People that don't understand what the web is, why it's important, or how it works get mad when you link to

    http://www.something.com/ANYTHINGATALL
They think you should _only_ ever link to

    http://www.something.com/
If you couldn't tell by my first sentence, I find this idea repulsive.

http://en.wikipedia.org/wiki/Deep_linking

On a slightly related note, what do you think about framing another site's contents? The original article is closer to framing in this respect, i.e. showing stuff in a UIWebView is more analogous to framing.

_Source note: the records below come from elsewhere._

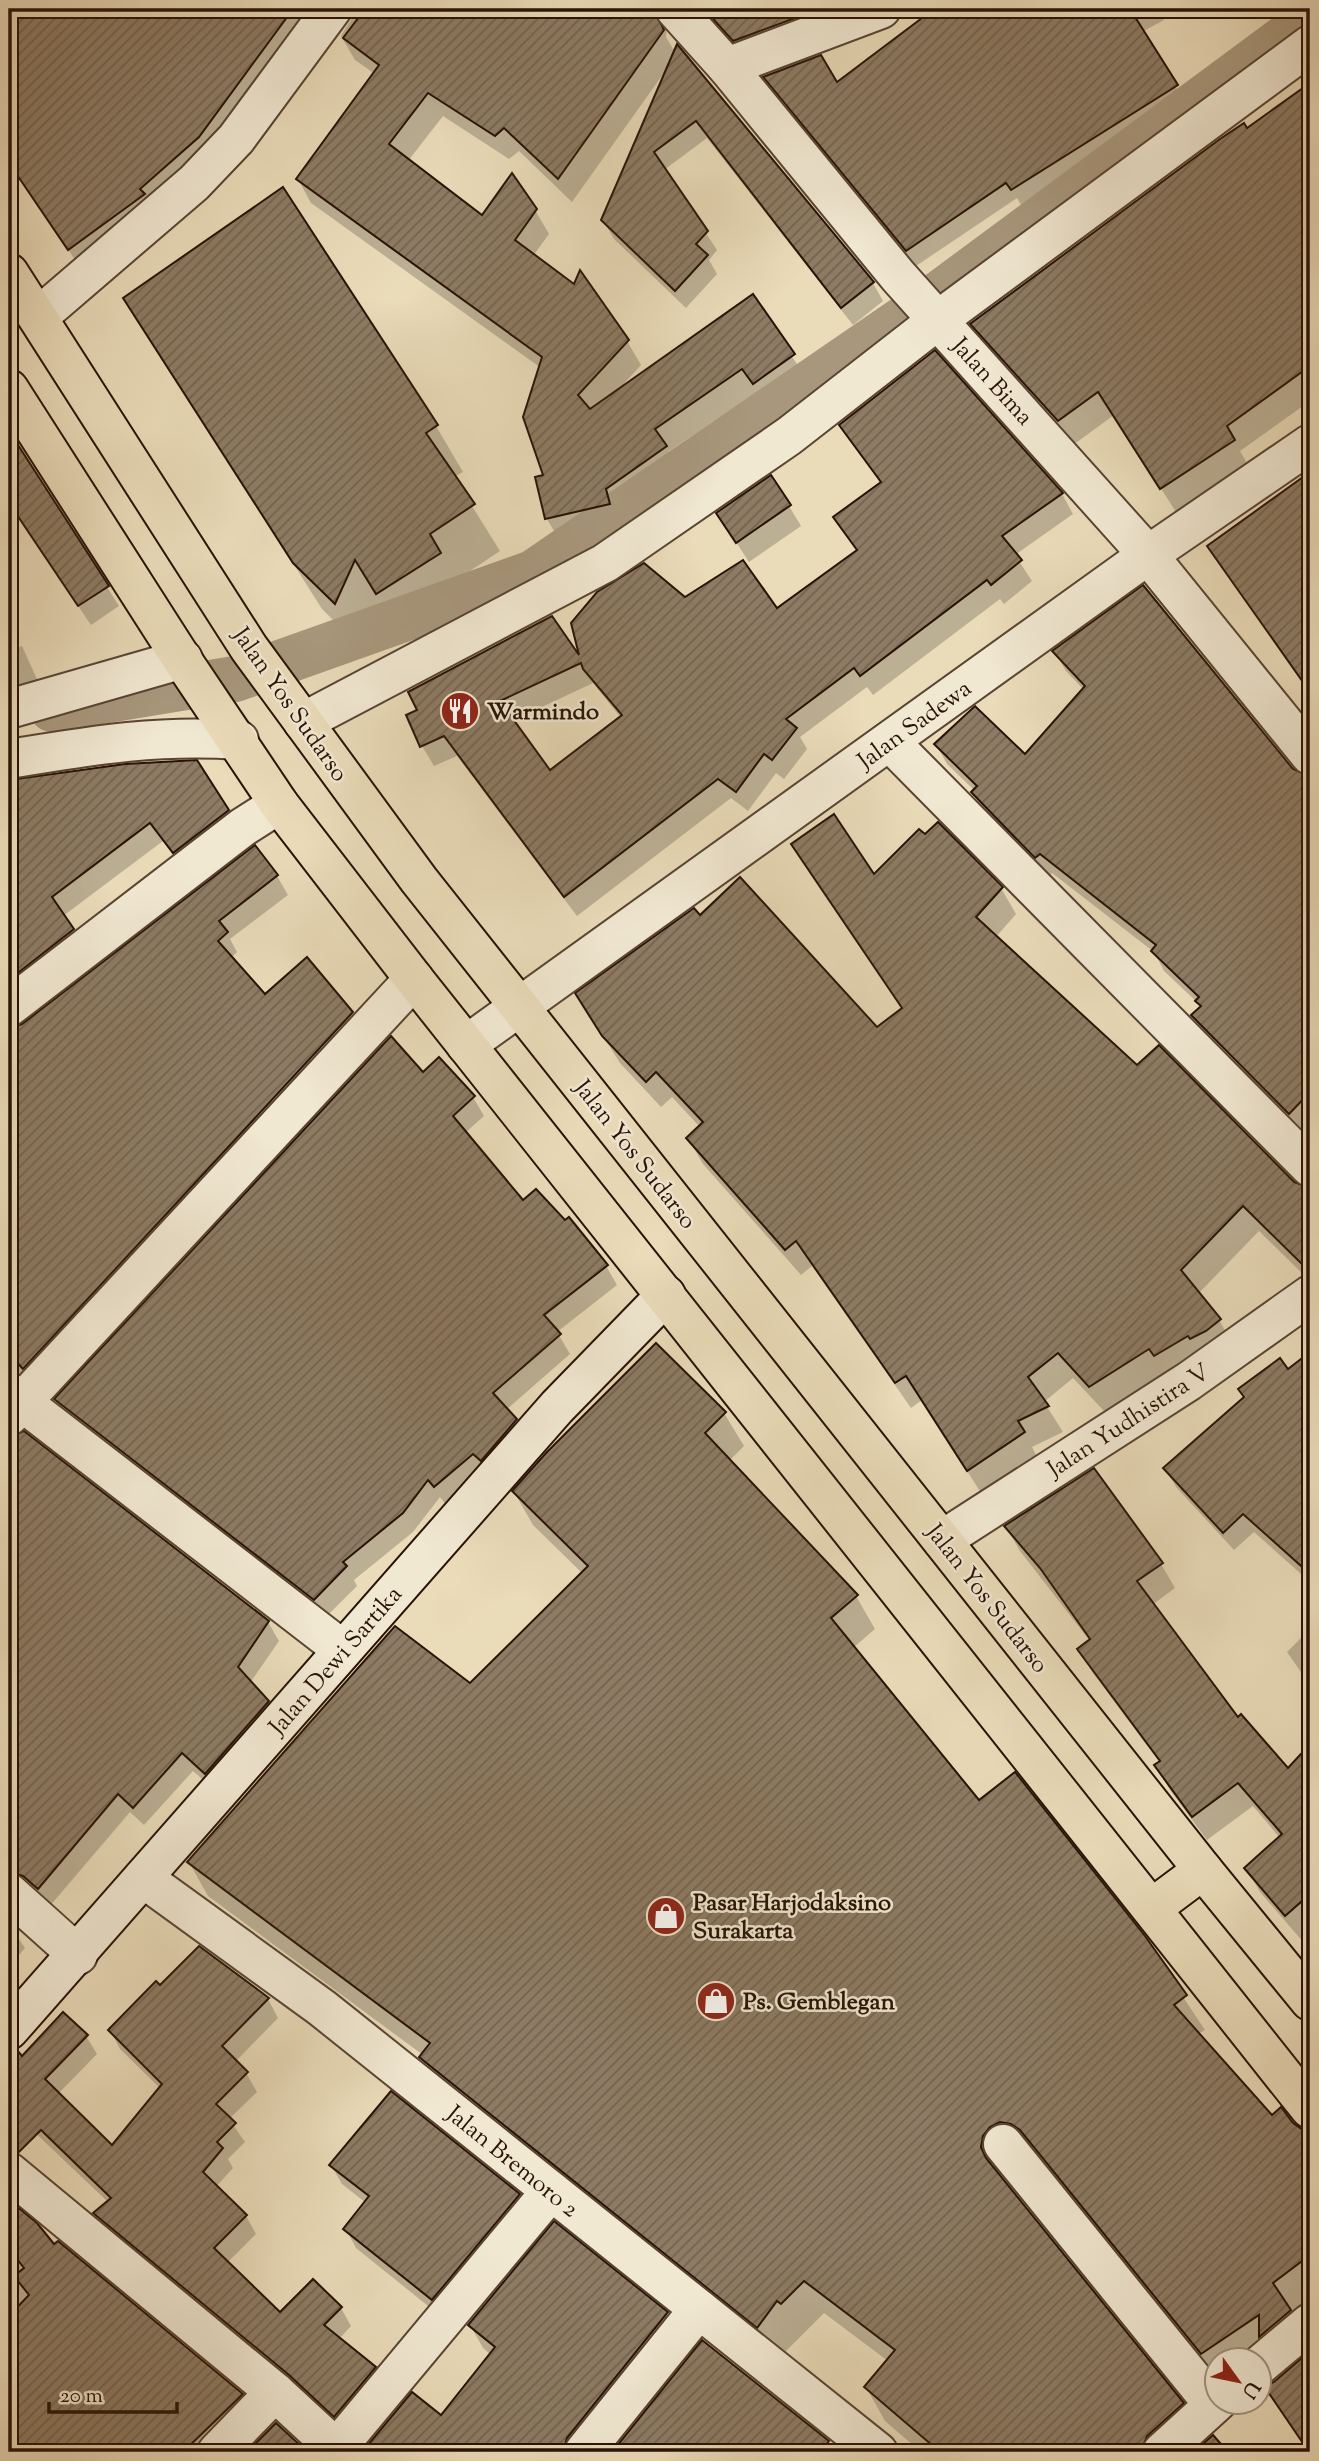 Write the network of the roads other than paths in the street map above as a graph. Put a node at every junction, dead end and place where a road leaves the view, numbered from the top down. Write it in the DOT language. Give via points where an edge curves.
graph roads {
  1 [pos="332,9"];
  2 [pos="675,9"];
  3 [pos="881,9"];
  4 [pos="1310,45"];
  5 [pos="727,67"];
  6 [pos="9,273"];
  7 [pos="38,317"];
  8 [pos="935,317"];
  9 [pos="9,388"];
  10 [pos="1310,444"];
  11 [pos="1148,555"];
  12 [pos="184,662"];
  13 [pos="293,708"];
  14 [pos="9,709"];
  15 [pos="236,735"];
  16 [pos="890,742"];
  17 [pos="1310,755"];
  18 [pos="9,758"];
  19 [pos="279,804"];
  20 [pos="414,979"];
  21 [pos="518,1005"];
  22 [pos="9,1007"];
  23 [pos="466,1045"];
  24 [pos="1310,1167"];
  25 [pos="666,1295"];
  26 [pos="1310,1296"];
  27 [pos="13,1404"];
  28 [pos="942,1540"];
  29 [pos="343,1650"];
  30 [pos="1203,1870"];
  31 [pos="143,1878"];
  32 [pos="9,1894"];
  33 [pos="1152,1908"];
  34 [pos="78,1955"];
  35 [pos="1310,2001"];
  36 [pos="9,2030"];
  37 [pos="1310,2109"];
  38 [pos="1003,2144"];
  39 [pos="9,2172"];
  40 [pos="551,2191"];
  41 [pos="699,2309"];
  42 [pos="1310,2323"];
  43 [pos="1274,2353"];
  44 [pos="1204,2390"];
  45 [pos="275,2392"];
  46 [pos="1204,2413"];
  47 [pos="338,2451"];
  48 [pos="217,2452"];
  49 [pos="584,2452"];
  50 [pos="878,2452"];
  51 [pos="1162,2452"];
  1 -- 7 [label="street" via="236,139 194,183"];
  2 -- 5 [label="street, Jalan Bima"];
  3 -- 5 [label="street"];
  4 -- 8 [label="street"];
  5 -- 8 [label="street, Jalan Bima"];
  6 -- 7 [label="main road, Jalan Yos Sudarso"];
  7 -- 13 [label="main road, Jalan Yos Sudarso" via="248,648"];
  8 -- 11 [label="street, Jalan Bima"];
  8 -- 13 [label="street" via="789,436 605,563"];
  9 -- 12 [label="main road"];
  10 -- 11 [label="street, Jalan Sadewa"];
  11 -- 16 [label="street, Jalan Sadewa"];
  11 -- 17 [label="street, Jalan Bima"];
  12 -- 14 [label="street"];
  12 -- 15 [label="main road"];
  13 -- 21 [label="main road, Jalan Yos Sudarso"];
  15 -- 18 [label="street" via="137,739"];
  15 -- 19 [label="main road"];
  16 -- 21 [label="street, Jalan Sadewa"];
  16 -- 24 [label="street"];
  19 -- 20 [label="main road"];
  19 -- 22 [label="street"];
  20 -- 23 [label="main road"];
  20 -- 27 [label="street"];
  21 -- 23 [label="street, Jalan Sadewa"];
  21 -- 28 [label="main road, Jalan Yos Sudarso"];
  23 -- 25 [label="main road"];
  25 -- 29 [label="street, Jalan Dewi Sartika" via="557,1407"];
  25 -- 33 [label="main road"];
  26 -- 28 [label="street, Jalan Yudhistira V" via="1189,1381"];
  27 -- 29 [label="street"];
  28 -- 30 [label="main road, Jalan Yos Sudarso"];
  29 -- 31 [label="street, Jalan Dewi Sartika"];
  30 -- 33 [label="main road"];
  30 -- 35 [label="main road, Jalan Yos Sudarso"];
  31 -- 34 [label="street, Jalan Dewi Sartika"];
  31 -- 40 [label="street, Jalan Bremoro 2" via="322,2008"];
  32 -- 34 [label="street"];
  33 -- 37 [label="main road"];
  34 -- 36 [label="street, Jalan Dewi Sartika"];
  38 -- 44 [label="street"];
  39 -- 45 [label="street"];
  40 -- 41 [label="street, Jalan Bremoro 2"];
  40 -- 47 [label="street"];
  41 -- 49 [label="street"];
  41 -- 50 [label="street, Jalan Bremoro 2"];
  42 -- 43 [label="street"];
  45 -- 47 [label="street"];
  45 -- 48 [label="street"];
  46 -- 51 [label="street"];
}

I am currently developing a content aggregator site, but haven't decided how to link/display original articles. Should I be putting a frame at the top (or display orignal content in an iframe?) so that users don't leave my site, or should I directly link to the original article? I have strong suspicion that doing the former would be unfair, but some sites like stumbleupon do it to improve user experience.

I strongly, strongly dislike stuff like the old Digg bar, or the Reddit bar. I'm assuming that's what you're talking about?

    http://www.reddit.com/tb/fp3vz
If I'm looking at a page, I want the URL to be the URL of the page I'm looking at. Feels quite scummy otherwise.

That said, feel free to do it, nobody can (or should) stop you.

On the desktop, I couldn't agree more. On a mobile device, its a handy shortcut to the pages I will most likely visit next anyway.
It is similar to the difference between "citing" and "copying"/"plagiarizing": a gradual thing where the distinction is clear at extreme ends of the scale, but muddy in the middle.